◆ **What this task involves**
Your task is to filter the entries and copy every line containing the string "Xerxes".

[Stored data entries]
··········
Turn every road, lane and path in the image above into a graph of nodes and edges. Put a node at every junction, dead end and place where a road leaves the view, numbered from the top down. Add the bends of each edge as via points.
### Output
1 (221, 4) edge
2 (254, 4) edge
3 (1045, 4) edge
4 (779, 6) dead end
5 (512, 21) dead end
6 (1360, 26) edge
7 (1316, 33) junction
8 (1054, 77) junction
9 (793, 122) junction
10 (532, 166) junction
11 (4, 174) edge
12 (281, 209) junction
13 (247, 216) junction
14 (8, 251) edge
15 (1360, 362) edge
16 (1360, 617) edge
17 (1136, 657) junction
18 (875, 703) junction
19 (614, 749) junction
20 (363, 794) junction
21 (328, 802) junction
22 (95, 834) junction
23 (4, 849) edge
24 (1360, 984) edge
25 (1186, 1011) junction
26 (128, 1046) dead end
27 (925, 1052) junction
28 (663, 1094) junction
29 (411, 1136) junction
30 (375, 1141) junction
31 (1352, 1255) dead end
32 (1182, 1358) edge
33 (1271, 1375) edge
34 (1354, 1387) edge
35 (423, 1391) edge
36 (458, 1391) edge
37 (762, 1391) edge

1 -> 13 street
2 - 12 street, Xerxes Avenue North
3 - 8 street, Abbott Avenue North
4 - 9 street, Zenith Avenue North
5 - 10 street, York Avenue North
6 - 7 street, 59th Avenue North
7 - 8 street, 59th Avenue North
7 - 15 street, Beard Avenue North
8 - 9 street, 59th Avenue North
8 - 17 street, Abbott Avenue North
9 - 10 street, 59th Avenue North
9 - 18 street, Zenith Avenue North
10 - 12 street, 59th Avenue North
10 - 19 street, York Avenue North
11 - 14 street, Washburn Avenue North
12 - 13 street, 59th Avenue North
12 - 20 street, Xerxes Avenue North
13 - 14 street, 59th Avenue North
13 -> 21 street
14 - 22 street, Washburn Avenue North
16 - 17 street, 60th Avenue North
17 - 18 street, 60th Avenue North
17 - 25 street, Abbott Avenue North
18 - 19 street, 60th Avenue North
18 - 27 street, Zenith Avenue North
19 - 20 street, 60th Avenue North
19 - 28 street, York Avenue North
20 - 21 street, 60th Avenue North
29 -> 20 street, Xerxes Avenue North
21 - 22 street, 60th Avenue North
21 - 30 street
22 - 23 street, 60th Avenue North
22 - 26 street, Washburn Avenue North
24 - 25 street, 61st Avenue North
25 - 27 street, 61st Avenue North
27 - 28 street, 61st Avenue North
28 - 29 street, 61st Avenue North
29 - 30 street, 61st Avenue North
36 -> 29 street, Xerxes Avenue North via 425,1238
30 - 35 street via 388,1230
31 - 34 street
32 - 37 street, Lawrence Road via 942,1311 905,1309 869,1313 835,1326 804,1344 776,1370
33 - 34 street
··········
◆ **Response area**
2 - 12 street, Xerxes Avenue North
12 - 20 street, Xerxes Avenue North
29 -> 20 street, Xerxes Avenue North
36 -> 29 street, Xerxes Avenue North via 425,1238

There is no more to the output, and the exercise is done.